But here is the interesting thing. If you show them the illusory pattern in ‘c’, which looks as though you have an illusory contour and an illusory edge defining the rectangle in negative form, rather like an envelope that is covering four circles, bees will now pick this pattern, suggesting that they really do perceive these illusory contours the way we do.

What is also interesting is that if you now break this illusion – for us humans, anyway – by rotating these patterns so that the illusion is no longer there for us, the bees also behave as though they can’t tell the difference between these two orientations any more. This is the closest you can get to asking a bee whether it sees the illusory contours the way we do or not.
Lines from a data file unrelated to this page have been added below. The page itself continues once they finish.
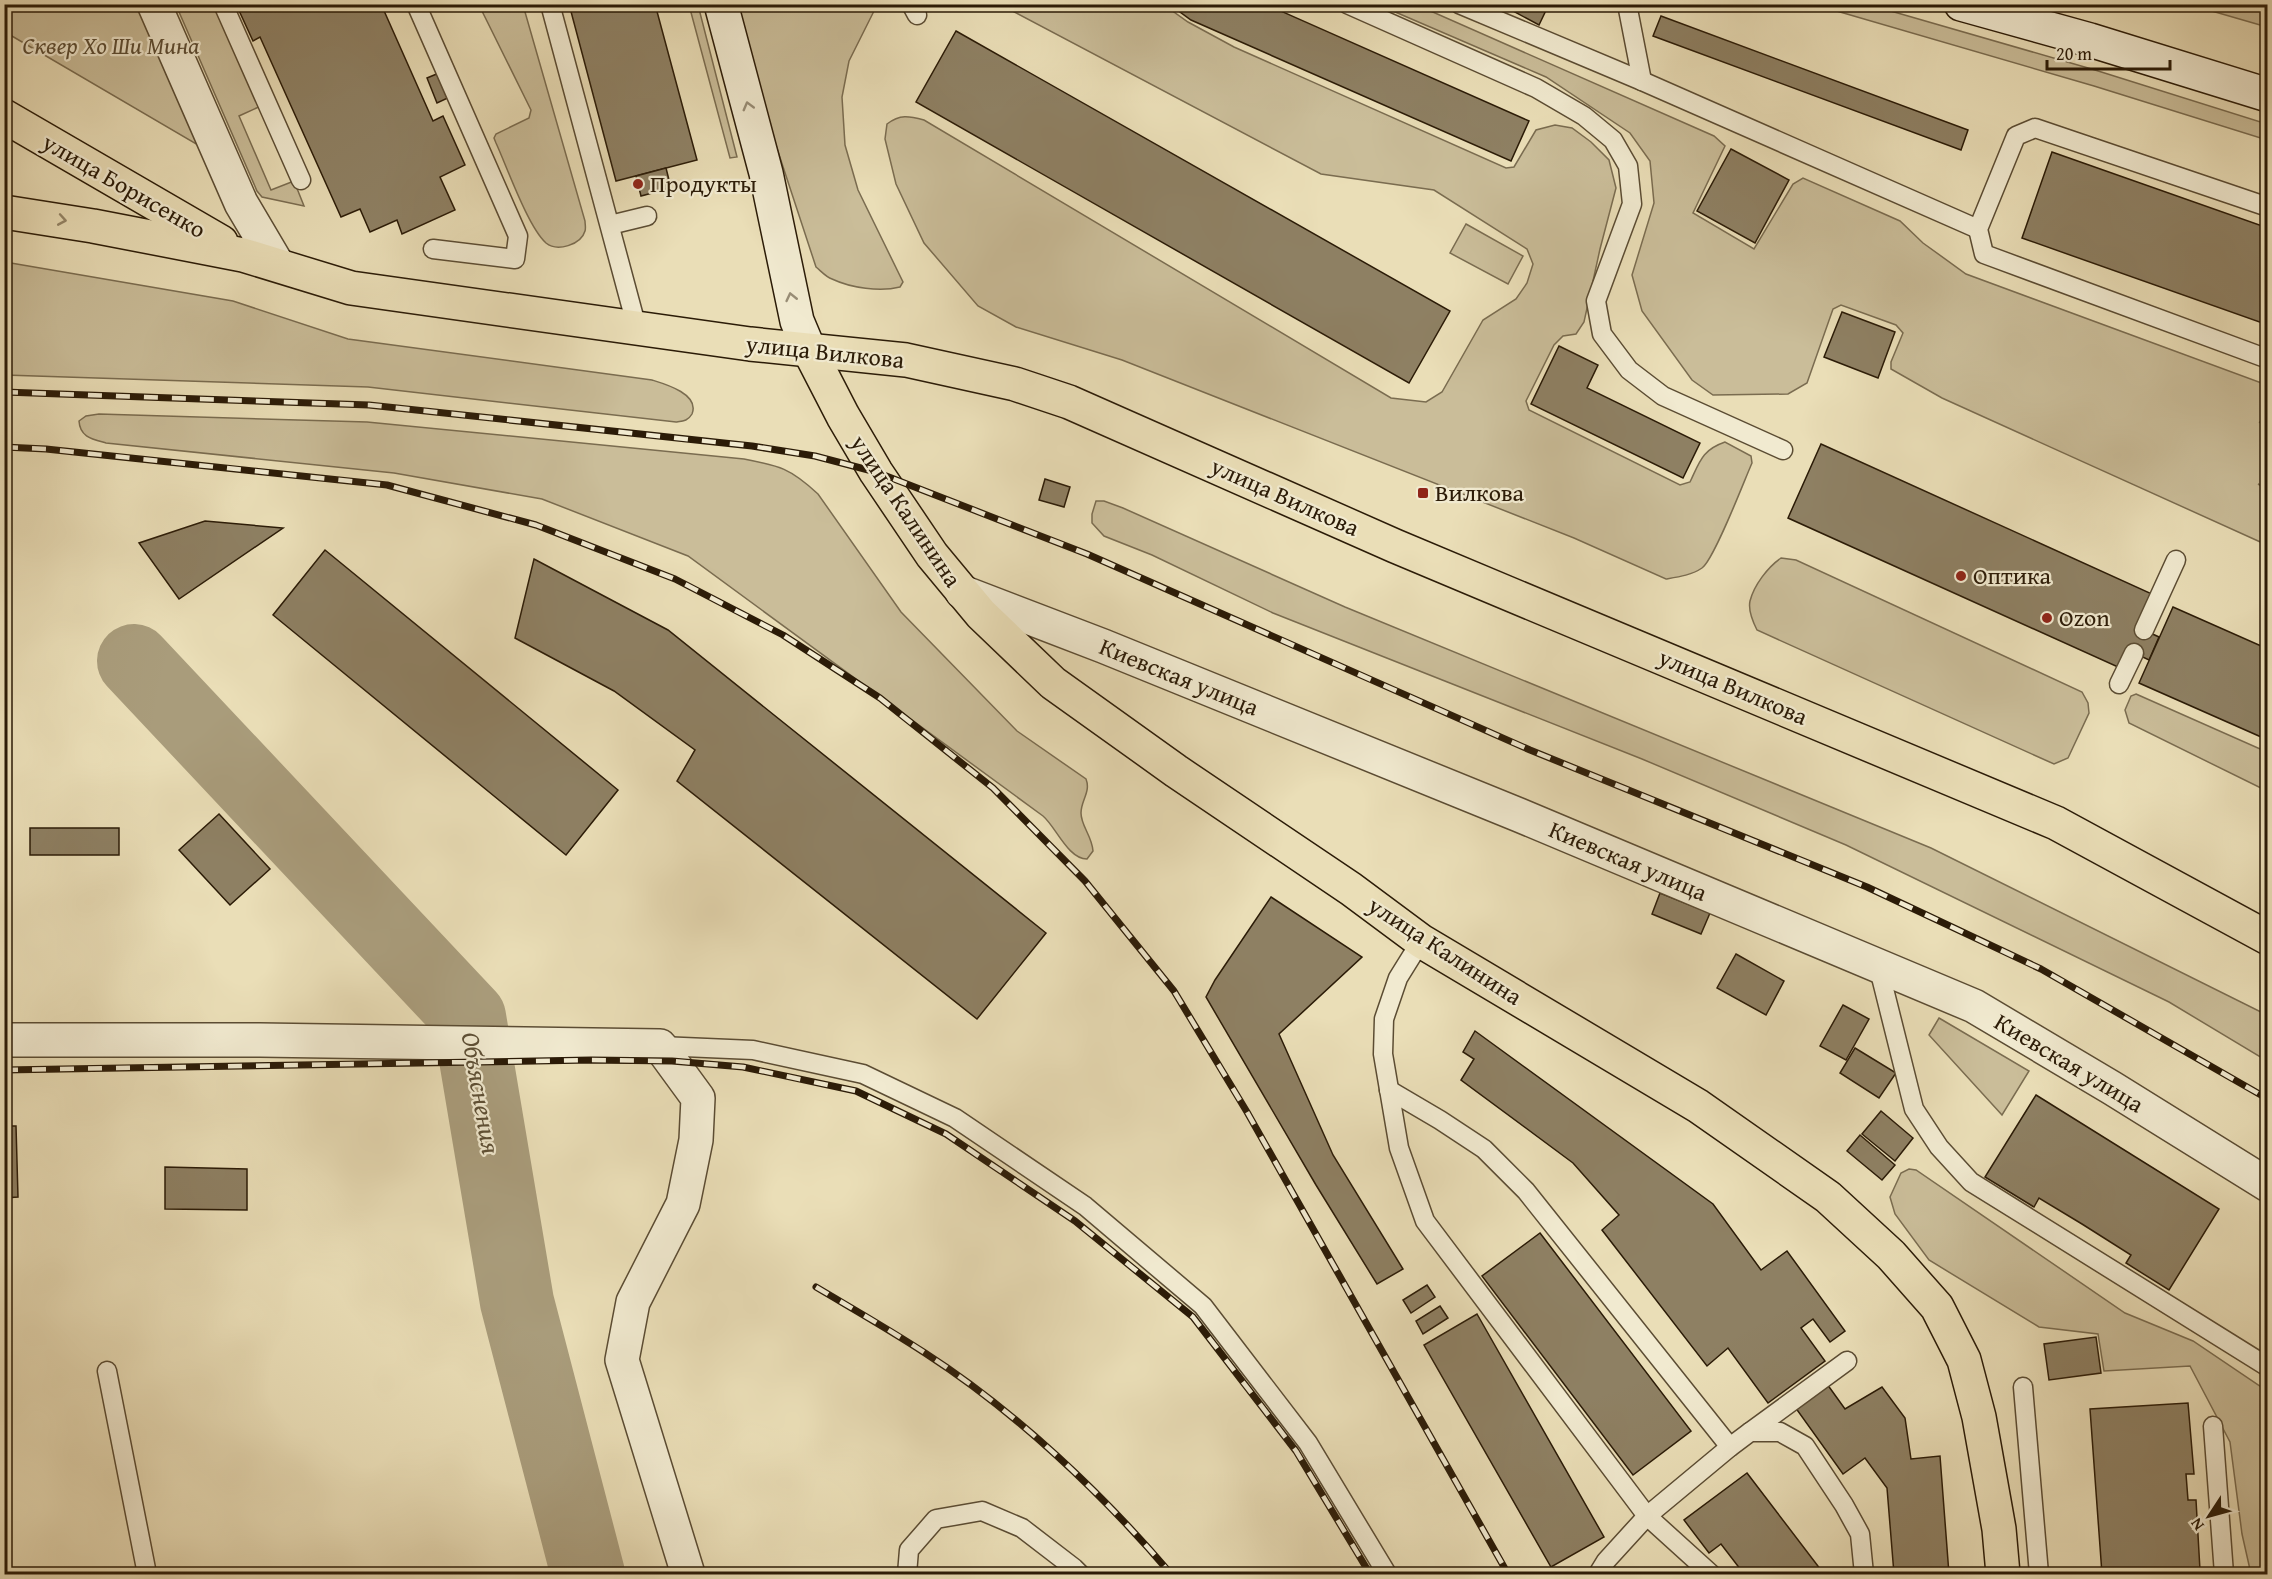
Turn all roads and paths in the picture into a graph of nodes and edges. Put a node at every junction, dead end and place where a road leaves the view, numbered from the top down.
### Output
1 (154, 4) edge
2 (223, 4) edge
3 (416, 4) edge
4 (550, 4) edge
5 (721, 4) edge
6 (1347, 4) edge
7 (1459, 4) edge
8 (1627, 4) edge
9 (1961, 4) edge
10 (1642, 81) junction
11 (2268, 95) edge
12 (4, 116) edge
13 (301, 180) dead end
14 (2268, 207) edge
15 (4, 212) edge
16 (647, 216) dead end
17 (610, 225) junction
18 (1978, 229) junction
19 (433, 249) dead end
20 (243, 255) junction
21 (277, 264) junction
22 (637, 328) junction
23 (810, 352) junction
24 (2268, 359) edge
25 (1783, 450) dead end
26 (2176, 560) dead end
27 (962, 592) junction
28 (2144, 630) dead end
29 (2134, 653) dead end
30 (2120, 684) dead end
31 (2268, 938) edge
32 (1421, 941) junction
33 (1878, 965) junction
34 (4, 1040) edge
35 (660, 1046) junction
36 (1389, 1090) junction
37 (2268, 1185) edge
38 (2265, 1359) edge
39 (1847, 1361) dead end
40 (107, 1371) dead end
41 (2023, 1387) dead end
42 (2213, 1426) dead end
43 (1750, 1432) junction
44 (1730, 1447) junction
45 (1647, 1516) junction
46 (147, 1575) edge
47 (688, 1575) edge
48 (907, 1575) edge
49 (1080, 1575) edge
50 (1387, 1575) edge
51 (1598, 1575) edge
52 (1712, 1575) edge
53 (1864, 1575) edge
54 (2003, 1575) edge
55 (2039, 1575) edge
56 (2224, 1575) edge

1 - 21 street, улица Борисенко
2 - 13 lane
3 - 19 lane
4 - 17 lane
23 -> 5 street
6 - 25 lane
7 - 10 lane
8 - 10 lane
9 - 11 street
10 - 18 lane
12 - 20 main road, улица Борисенко
14 - 18 lane
15 -> 20 main road
16 - 17 lane
17 - 22 lane
18 - 24 lane
20 - 21 main road, улица Вилкова
21 - 22 main road, улица Вилкова
22 - 23 main road, улица Вилкова
23 - 27 main road, улица Калинина
23 - 31 main road, улица Вилкова
26 - 28 lane
27 - 32 main road, улица Калинина
27 - 33 street, Киевская улица
29 - 30 lane
32 - 36 lane
32 - 54 main road, улица Калинина
33 - 37 street, Киевская улица
33 - 38 lane
34 - 35 street
35 - 47 street
35 - 50 lane
36 - 44 lane
36 - 45 lane
39 - 43 lane
40 - 46 lane
41 - 55 lane
42 - 56 lane
43 - 44 lane
43 - 53 lane
44 - 45 lane
45 - 51 lane
45 - 52 lane
48 - 49 lane

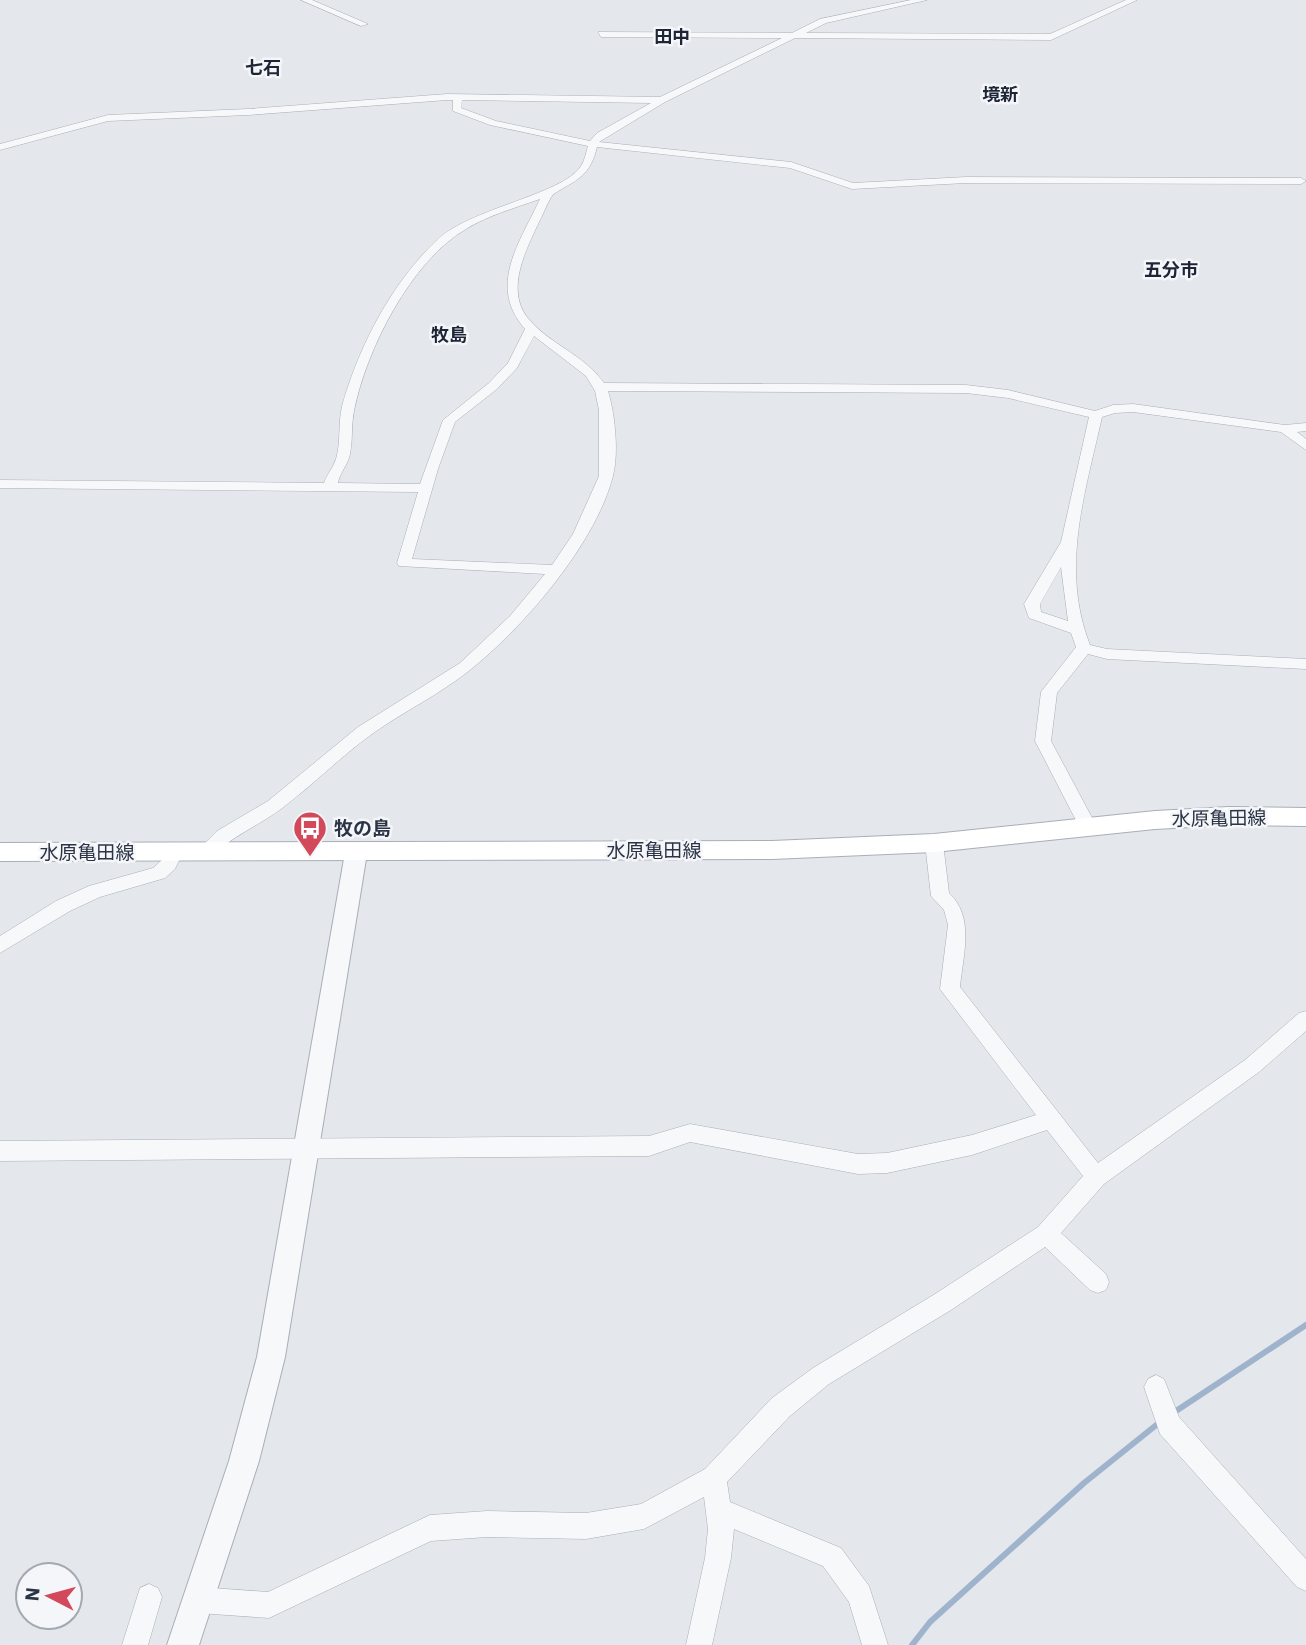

What is interesting about this is that, cognitively, there is a high-level cognitive explanation for this and there is a lower-level explanation for this. The high level says that we humans look at this thing and say, ‘The most likely interpretation of this is that it is a white envelope sitting on top of four black circles, so that’s what it must be.’ So our brain fills in, in a ‘top-down’ fashion, the missing edges there. On the other hand, the low-level explanation is that the brain doesn’t bother about doing all that; it just looks at these edges and whenever there are two edges that are parallel and co-linear it just fills in the gap. That is probably what is happening in the case of the bee, because we don’t think a bee would actually have a concept of an envelope (it doesn’t deal with the post office) so it’s really a very low-level sort of a situation where it is trying to basically deal with occlusions – occlusions that happen all the time in nature – which the brain has to fill up, to actually pull out individual objects from their backgrounds.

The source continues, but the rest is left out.